Tuesday, February 23, 2010


The condition of the world will improve if we support businesses that sell high quality, ethically produced products, and if we find ways to avoid financing industries and practices that hurt people and the planet. Whenever we buy something, whether we are aware of it or not, we are saying in effect, "I support what went into making this product and bringing it to me".

Today people are often referred to as "consumers", a stultifying characterization that underlines our modern dependence on large industries for everything from housing and clothing, to food, and even water. Even so, we will be part of beneficial change in the world when we are guided by a sincere desire to support ethical practices through our purchases, and a sincere desire to avoid supporting practices that we know are unethical.

In my hometown, we are fortunate to have a store called Mountain People's Market,"The Co 0p".
More than other food store in town, the Co op makes an effort to carry quality goods and healthy foods that reflect a corresponding commitment to ethical integrity on the part of producers. The overall feeling at Mountain People's Market reflects an underlying belief in the direct relationship between right methods and quality results.

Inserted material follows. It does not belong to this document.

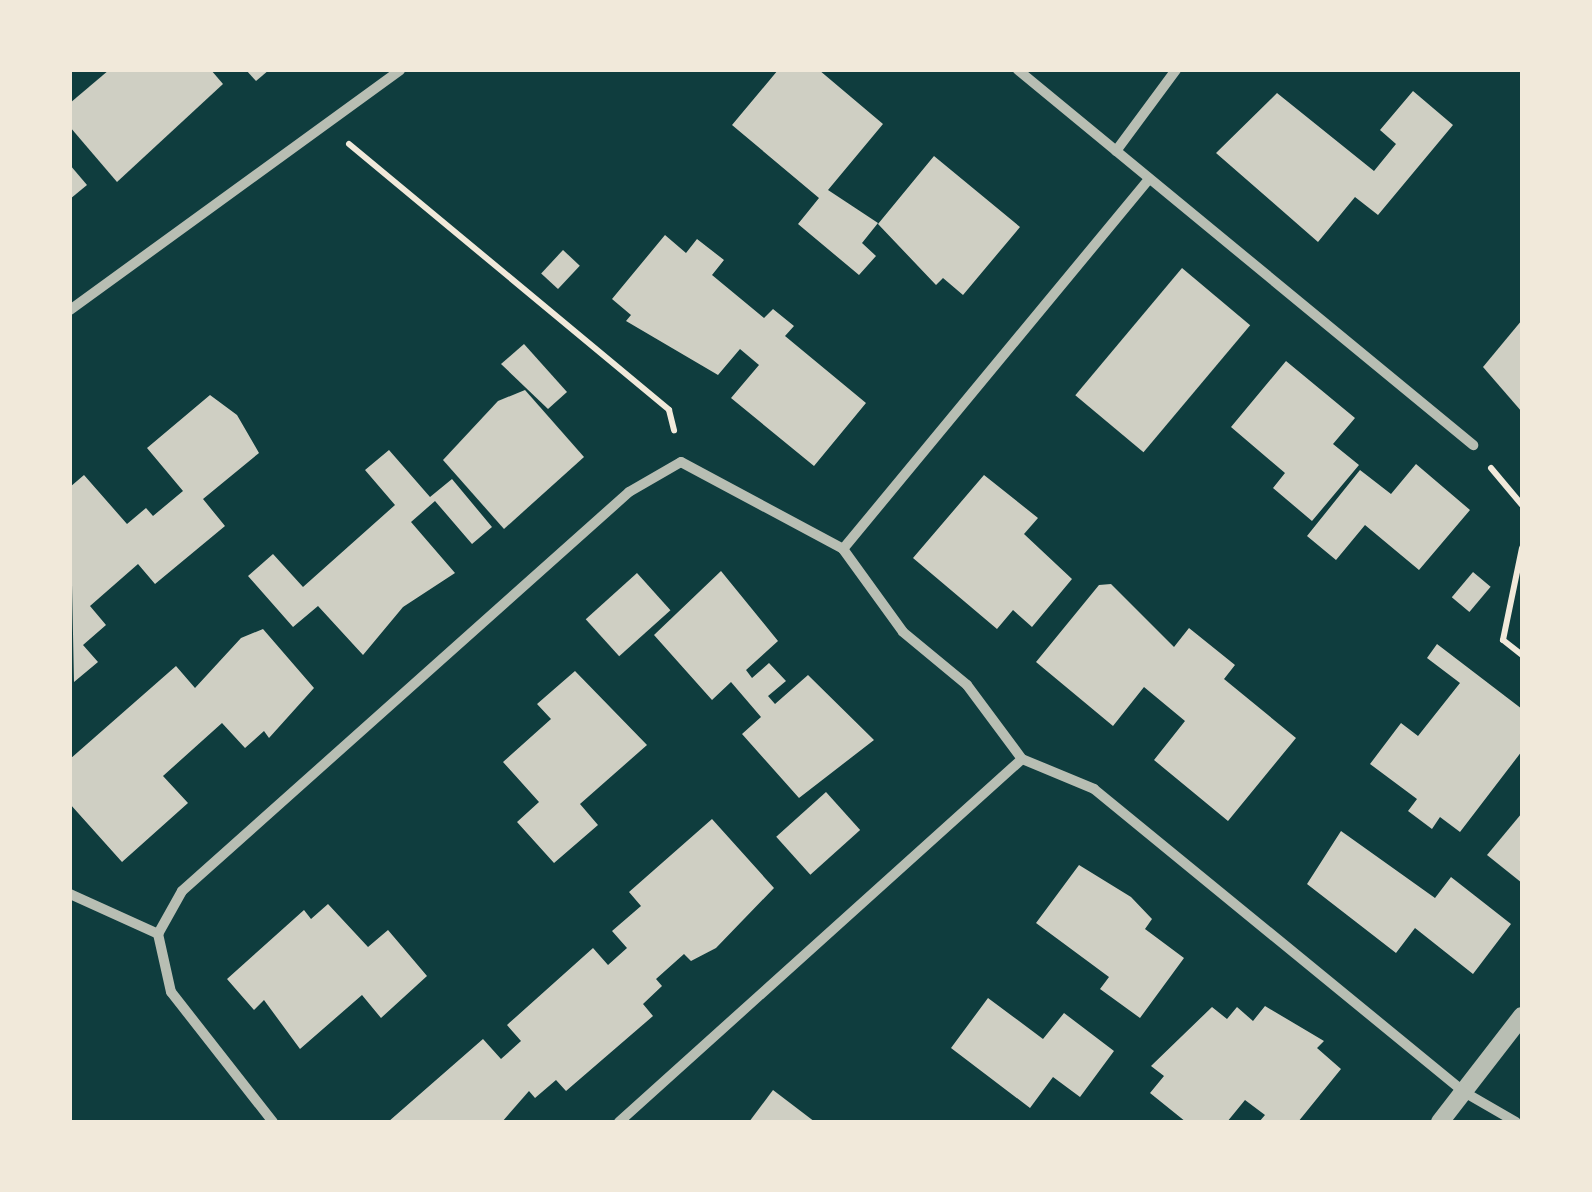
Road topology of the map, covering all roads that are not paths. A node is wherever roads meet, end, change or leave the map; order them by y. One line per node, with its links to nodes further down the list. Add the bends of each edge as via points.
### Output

In some cases prices are more expensive at The Co op than in the grocery stores. This unfortunately deters many people. Certainly,it is unwise to automatically equate higher cost with higher quality. Many companies successfully sell inferior products expensively. But simply going for the lowest price is equally unwise. When we buy things just because they are the cheapest, it is likely we are getting inferior products and supporting practices we do not want to support, such as the use of pesticides and such harmful chemicals, the destruction of natural ecosystems, and the exploitation of people around the world.

When it comes to food, we want to eat fresh, nourishing foods that are untainted with harmful chemicals, and if we save some money on food but our health suffers, we cannot then claim to have gotten a good deal.

Other than growing it ourselves, the best way to save money and get the best quality food is to choose whole, minimally processed foods. Foods become increasingly expensive and decreasingly nutritious the more they are processed, refined, chemically treated, and packaged, and the longer they sit in factories, warehouses, trucks, and on store shelves. This knowledge should lead us to choose dried beans over canned, and locally grown, fresh beans over dried.

We can also reduce waste by supporting more sensible and honest ways of distributing food. Excessive packaging creates unnecessary waste. I like to see what I am buying, not read a lot of honeyed words. A company with integrity spends more time and effort on their product than on packaging and advertising. A good feature in many Co ops and some grocery stores are bulk bins.

Bulk means "Just the Goods, Please", maximum product, minimal packaging, bring your own container, help yourself.

Bulk distribution reduces wasteful packaging and is customer friendly. You may want much less or much more than an arbitrarily pre-packaged amount. With a bulk system you buy just what you need from a spoonful to a 50 pound bag. It is nice to be able to buy in small amounts for 'experiments' or to sample unfamiliar products. Or to special-order a large quantity of something you use as a staple, which can be even more economical.

The idea of bulk dispensing is applicable to many products. Besides the dried grains, beans, flours, nuts, and fruits (upper left), Mountain People's Market has bulk dispensers for soaps, hair and skin care products, dish and laundry detergents (upper right), vinegars, edible oils, honey and other sweeteners (bottom right) herbs, teas, and spices (bottom left), and also nut butters, coffee, fresh cows' milk, and maple syrup (not pictured). The bar soaps visible in the top right are actually made by one of our co op members.

It's not a perfect system, but this store's set up is generally a more sensible, friendlier way of distributing our high quality, ethically produced goods.

There are progressive companies who are doing us a service by striving to make high quality, ethically produced goods available at a fair price. It might cost more than what another company is offering, but if the added cost is related to a making a better product in a world more beneficial and fair, that seems like money well spent.